++++ Provided entries ++++
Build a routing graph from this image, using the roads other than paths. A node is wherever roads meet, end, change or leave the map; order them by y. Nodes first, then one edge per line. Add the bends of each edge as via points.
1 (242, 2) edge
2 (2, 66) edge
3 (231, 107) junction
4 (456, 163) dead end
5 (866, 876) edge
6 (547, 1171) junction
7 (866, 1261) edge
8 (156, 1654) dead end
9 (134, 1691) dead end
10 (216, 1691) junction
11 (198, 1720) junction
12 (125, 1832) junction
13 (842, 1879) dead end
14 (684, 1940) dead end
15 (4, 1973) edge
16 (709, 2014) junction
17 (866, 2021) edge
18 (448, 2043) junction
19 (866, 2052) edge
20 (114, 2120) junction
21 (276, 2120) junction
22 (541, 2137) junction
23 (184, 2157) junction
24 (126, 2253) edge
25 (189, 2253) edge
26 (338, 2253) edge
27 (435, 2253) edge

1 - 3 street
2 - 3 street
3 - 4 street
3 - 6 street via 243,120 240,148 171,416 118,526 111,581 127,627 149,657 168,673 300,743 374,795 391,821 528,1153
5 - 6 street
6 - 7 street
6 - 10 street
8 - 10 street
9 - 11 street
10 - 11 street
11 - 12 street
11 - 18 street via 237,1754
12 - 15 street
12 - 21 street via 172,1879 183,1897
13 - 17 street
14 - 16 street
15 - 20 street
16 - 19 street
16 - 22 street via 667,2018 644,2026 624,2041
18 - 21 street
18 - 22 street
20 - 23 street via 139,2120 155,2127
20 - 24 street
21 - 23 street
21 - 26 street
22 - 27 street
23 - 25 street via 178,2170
++++
**To do:** Set down an exact copy of the entries above.

**Solution to this exercise:**
Build a routing graph from this image, using the roads other than paths. A node is wherever roads meet, end, change or leave the map; order them by y. Nodes first, then one edge per line. Add the bends of each edge as via points.
1 (242, 2) edge
2 (2, 66) edge
3 (231, 107) junction
4 (456, 163) dead end
5 (866, 876) edge
6 (547, 1171) junction
7 (866, 1261) edge
8 (156, 1654) dead end
9 (134, 1691) dead end
10 (216, 1691) junction
11 (198, 1720) junction
12 (125, 1832) junction
13 (842, 1879) dead end
14 (684, 1940) dead end
15 (4, 1973) edge
16 (709, 2014) junction
17 (866, 2021) edge
18 (448, 2043) junction
19 (866, 2052) edge
20 (114, 2120) junction
21 (276, 2120) junction
22 (541, 2137) junction
23 (184, 2157) junction
24 (126, 2253) edge
25 (189, 2253) edge
26 (338, 2253) edge
27 (435, 2253) edge

1 - 3 street
2 - 3 street
3 - 4 street
3 - 6 street via 243,120 240,148 171,416 118,526 111,581 127,627 149,657 168,673 300,743 374,795 391,821 528,1153
5 - 6 street
6 - 7 street
6 - 10 street
8 - 10 street
9 - 11 street
10 - 11 street
11 - 12 street
11 - 18 street via 237,1754
12 - 15 street
12 - 21 street via 172,1879 183,1897
13 - 17 street
14 - 16 street
15 - 20 street
16 - 19 street
16 - 22 street via 667,2018 644,2026 624,2041
18 - 21 street
18 - 22 street
20 - 23 street via 139,2120 155,2127
20 - 24 street
21 - 23 street
21 - 26 street
22 - 27 street
23 - 25 street via 178,2170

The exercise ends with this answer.